** Data provided follows **
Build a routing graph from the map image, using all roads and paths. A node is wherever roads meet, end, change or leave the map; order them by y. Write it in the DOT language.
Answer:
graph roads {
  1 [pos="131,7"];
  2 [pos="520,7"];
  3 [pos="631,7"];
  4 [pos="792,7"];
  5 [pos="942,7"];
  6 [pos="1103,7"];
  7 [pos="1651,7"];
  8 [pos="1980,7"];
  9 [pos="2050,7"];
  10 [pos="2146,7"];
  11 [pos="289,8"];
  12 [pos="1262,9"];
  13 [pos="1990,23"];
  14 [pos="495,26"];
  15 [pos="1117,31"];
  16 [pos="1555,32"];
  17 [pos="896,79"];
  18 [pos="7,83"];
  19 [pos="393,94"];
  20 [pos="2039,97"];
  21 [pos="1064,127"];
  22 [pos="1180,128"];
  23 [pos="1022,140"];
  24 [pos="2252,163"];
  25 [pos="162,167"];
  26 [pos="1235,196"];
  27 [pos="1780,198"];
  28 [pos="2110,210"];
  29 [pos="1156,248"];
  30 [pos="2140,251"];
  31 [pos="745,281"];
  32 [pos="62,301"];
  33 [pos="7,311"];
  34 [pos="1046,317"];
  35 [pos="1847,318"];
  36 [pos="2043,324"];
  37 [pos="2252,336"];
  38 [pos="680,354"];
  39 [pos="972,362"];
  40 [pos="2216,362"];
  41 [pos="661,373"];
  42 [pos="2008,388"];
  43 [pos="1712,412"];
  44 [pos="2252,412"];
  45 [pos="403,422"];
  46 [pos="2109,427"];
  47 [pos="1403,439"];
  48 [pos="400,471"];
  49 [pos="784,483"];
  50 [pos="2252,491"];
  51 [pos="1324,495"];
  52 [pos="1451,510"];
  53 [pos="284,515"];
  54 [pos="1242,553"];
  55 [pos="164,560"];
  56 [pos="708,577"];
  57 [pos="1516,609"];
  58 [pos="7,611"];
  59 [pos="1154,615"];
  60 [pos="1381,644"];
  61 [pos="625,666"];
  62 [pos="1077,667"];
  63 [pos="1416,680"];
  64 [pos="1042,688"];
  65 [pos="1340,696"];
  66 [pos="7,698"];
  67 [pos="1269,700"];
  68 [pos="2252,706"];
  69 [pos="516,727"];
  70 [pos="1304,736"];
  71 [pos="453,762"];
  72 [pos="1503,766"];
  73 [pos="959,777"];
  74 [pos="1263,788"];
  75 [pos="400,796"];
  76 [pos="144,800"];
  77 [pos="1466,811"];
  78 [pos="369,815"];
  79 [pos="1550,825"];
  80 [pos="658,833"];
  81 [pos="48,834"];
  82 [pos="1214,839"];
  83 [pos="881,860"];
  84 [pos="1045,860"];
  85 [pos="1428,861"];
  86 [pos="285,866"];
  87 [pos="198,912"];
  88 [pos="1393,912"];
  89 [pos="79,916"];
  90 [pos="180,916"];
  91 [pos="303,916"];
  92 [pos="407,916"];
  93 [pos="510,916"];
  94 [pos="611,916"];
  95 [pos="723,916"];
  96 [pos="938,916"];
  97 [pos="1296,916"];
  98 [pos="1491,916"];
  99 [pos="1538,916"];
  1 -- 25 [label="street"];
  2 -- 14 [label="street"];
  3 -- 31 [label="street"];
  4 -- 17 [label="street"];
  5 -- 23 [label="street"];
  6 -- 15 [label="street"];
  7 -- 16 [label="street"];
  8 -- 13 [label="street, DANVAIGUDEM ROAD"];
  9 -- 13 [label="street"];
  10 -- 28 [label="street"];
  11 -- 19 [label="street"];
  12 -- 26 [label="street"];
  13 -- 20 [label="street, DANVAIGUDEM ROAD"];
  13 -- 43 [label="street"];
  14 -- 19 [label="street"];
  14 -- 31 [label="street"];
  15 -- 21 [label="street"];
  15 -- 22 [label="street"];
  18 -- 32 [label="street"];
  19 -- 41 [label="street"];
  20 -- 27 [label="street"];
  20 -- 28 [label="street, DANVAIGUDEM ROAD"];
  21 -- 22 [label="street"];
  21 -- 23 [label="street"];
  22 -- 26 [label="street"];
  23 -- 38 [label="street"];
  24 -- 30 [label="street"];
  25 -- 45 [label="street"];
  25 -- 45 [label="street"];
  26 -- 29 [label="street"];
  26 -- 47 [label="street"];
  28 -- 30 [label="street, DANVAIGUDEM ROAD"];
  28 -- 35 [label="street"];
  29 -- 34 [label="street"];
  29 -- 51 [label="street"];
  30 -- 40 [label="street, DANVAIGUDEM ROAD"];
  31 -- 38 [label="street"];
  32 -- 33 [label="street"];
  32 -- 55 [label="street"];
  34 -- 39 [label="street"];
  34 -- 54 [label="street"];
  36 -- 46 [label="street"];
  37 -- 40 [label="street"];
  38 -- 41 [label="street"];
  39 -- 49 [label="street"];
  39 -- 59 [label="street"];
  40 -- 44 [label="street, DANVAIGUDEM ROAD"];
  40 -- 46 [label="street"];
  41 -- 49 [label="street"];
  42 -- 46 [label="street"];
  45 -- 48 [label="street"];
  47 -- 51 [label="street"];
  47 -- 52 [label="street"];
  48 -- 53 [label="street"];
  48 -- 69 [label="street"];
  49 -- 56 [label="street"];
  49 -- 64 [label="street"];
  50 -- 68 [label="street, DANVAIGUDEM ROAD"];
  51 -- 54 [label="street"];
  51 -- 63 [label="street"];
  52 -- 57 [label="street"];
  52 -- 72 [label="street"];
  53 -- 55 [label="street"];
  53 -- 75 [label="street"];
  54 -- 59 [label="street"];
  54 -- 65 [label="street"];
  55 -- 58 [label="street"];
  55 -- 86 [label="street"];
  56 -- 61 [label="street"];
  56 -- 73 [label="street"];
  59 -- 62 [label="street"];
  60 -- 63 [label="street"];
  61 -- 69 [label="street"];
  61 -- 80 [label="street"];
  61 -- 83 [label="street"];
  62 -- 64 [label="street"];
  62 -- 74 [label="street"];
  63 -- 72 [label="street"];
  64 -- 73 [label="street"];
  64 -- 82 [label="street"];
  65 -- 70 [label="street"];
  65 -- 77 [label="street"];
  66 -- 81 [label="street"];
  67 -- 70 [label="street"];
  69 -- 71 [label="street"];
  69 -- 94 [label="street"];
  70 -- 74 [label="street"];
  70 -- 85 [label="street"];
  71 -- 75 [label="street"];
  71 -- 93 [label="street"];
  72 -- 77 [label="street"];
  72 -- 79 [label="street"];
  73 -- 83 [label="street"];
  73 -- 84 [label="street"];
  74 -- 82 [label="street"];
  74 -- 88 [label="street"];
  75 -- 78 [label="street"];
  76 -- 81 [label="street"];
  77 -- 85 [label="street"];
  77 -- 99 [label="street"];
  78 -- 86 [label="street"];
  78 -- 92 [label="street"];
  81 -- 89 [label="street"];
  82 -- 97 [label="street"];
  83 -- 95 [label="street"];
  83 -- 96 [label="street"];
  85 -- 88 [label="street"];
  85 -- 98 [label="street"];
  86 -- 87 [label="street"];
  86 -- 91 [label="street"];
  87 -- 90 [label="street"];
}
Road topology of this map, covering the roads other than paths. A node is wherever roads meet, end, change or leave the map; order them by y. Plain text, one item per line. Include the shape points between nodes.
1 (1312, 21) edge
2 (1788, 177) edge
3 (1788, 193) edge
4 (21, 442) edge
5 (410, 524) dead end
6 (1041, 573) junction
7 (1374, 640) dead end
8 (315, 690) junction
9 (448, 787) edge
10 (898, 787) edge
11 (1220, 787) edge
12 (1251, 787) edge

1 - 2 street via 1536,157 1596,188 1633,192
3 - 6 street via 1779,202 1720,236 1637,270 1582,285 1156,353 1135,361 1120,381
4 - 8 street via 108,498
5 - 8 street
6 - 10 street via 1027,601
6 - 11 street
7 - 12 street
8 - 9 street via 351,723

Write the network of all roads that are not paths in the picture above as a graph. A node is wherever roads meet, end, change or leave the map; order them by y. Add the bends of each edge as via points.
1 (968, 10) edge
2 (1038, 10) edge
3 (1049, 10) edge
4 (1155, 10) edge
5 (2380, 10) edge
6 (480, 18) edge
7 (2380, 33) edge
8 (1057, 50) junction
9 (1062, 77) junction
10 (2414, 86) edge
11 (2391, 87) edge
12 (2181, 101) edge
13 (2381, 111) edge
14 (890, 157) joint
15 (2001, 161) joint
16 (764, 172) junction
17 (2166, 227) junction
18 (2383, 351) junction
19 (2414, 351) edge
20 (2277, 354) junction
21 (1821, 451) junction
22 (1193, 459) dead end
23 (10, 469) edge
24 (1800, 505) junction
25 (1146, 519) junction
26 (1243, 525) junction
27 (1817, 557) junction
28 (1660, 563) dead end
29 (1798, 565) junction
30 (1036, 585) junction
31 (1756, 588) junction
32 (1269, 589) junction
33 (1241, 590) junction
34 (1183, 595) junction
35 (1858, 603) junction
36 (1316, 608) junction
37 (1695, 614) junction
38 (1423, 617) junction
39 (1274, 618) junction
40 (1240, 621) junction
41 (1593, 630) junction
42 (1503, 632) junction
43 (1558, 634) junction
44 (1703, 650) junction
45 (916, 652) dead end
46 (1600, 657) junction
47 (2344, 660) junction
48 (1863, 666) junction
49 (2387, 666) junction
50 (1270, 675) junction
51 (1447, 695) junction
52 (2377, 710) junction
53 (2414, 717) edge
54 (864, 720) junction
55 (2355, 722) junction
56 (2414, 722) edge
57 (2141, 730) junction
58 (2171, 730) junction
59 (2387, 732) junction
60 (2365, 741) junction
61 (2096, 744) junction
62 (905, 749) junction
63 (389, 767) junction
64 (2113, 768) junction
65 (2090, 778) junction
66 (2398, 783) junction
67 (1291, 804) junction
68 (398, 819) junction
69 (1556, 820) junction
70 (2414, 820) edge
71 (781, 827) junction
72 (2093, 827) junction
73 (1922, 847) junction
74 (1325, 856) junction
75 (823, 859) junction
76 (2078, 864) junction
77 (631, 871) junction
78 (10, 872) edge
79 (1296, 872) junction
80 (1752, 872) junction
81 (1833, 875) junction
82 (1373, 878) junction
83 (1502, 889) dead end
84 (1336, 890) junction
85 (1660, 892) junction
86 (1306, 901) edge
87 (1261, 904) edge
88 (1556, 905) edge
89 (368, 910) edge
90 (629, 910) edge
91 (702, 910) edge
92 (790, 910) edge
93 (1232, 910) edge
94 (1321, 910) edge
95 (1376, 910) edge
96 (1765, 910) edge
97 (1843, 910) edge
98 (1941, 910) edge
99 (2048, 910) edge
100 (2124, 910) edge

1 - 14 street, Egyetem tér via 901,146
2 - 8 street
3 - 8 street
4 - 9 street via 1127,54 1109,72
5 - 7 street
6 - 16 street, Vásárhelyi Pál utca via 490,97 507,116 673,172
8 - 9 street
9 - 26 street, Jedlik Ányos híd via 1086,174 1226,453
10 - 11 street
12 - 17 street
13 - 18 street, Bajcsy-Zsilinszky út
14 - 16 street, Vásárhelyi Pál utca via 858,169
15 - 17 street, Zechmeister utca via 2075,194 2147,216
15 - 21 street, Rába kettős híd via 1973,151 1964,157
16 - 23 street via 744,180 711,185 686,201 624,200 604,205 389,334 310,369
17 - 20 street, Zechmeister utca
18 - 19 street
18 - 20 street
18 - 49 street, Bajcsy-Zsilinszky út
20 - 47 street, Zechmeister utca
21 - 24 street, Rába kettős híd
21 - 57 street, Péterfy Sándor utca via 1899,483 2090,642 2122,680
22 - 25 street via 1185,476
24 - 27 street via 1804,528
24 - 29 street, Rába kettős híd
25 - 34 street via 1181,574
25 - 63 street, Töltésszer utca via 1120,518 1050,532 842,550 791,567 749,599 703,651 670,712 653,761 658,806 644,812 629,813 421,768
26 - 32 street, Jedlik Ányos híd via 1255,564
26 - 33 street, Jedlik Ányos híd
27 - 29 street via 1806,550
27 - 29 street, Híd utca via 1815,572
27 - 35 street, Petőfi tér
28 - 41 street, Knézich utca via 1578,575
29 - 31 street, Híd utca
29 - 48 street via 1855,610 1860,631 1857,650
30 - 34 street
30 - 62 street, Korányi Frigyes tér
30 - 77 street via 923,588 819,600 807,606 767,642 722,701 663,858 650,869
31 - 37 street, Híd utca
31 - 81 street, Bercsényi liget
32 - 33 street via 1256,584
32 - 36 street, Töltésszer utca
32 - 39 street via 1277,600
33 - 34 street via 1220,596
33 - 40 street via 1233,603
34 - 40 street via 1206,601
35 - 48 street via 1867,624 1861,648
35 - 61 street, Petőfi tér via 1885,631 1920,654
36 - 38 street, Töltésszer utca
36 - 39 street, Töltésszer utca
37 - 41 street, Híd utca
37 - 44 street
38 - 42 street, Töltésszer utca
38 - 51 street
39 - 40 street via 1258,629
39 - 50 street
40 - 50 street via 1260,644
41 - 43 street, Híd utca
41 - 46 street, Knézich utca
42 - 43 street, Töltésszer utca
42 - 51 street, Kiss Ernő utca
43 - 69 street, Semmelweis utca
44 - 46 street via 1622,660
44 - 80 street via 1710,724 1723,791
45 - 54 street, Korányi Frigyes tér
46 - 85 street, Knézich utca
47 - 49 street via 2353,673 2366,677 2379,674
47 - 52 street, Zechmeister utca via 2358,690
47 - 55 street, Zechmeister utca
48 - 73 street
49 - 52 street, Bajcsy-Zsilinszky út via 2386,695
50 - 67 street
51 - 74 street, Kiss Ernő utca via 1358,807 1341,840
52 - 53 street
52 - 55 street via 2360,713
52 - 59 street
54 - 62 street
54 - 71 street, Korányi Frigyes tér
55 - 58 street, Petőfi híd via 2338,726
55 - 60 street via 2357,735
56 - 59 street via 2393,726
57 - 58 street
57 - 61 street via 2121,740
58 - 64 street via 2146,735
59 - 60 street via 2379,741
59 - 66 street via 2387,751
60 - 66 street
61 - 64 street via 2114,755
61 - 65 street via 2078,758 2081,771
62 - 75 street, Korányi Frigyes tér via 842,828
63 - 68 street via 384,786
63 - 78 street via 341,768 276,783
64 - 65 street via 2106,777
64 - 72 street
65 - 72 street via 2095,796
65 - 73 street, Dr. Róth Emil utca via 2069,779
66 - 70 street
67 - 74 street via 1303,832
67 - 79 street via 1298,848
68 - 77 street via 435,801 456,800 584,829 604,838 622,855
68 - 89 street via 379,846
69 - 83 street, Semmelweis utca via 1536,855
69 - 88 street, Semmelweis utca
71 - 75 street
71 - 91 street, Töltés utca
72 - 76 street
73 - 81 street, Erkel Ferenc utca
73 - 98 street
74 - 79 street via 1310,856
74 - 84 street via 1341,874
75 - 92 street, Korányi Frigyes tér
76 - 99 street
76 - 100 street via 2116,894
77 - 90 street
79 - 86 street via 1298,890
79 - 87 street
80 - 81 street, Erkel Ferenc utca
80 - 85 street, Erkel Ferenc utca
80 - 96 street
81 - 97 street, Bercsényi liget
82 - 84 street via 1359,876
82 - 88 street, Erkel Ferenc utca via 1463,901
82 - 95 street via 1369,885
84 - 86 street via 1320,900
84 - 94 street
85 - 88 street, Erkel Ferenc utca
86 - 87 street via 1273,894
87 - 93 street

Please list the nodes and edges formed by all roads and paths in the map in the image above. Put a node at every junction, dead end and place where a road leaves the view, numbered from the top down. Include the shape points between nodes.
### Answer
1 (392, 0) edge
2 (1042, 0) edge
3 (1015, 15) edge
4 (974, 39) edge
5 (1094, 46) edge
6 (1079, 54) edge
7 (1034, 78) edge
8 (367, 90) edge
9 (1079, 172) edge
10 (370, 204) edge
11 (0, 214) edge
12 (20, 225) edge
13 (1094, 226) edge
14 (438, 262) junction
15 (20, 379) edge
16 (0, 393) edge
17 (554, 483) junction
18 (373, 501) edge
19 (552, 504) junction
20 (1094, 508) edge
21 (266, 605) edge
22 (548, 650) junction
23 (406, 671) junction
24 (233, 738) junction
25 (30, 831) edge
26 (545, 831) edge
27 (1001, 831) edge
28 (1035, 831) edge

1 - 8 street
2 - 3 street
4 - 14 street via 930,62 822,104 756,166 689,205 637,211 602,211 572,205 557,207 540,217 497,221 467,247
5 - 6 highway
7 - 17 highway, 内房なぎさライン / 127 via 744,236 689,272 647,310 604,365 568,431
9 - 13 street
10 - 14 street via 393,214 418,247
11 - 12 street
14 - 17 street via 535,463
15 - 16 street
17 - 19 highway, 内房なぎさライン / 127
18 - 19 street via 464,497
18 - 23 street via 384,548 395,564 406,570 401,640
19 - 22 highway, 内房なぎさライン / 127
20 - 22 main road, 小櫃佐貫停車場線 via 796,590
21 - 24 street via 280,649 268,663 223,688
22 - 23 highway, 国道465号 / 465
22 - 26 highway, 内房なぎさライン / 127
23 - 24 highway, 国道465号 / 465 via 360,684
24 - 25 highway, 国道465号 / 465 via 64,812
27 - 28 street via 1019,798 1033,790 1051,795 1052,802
** End of Data provided **
Assigned task:
Please return a copy of each line in the entries that has the string "Ferenc".

Written response:
73 - 81 street, Erkel Ferenc utca
80 - 81 street, Erkel Ferenc utca
80 - 85 street, Erkel Ferenc utca
82 - 88 street, Erkel Ferenc utca via 1463,901
85 - 88 street, Erkel Ferenc utca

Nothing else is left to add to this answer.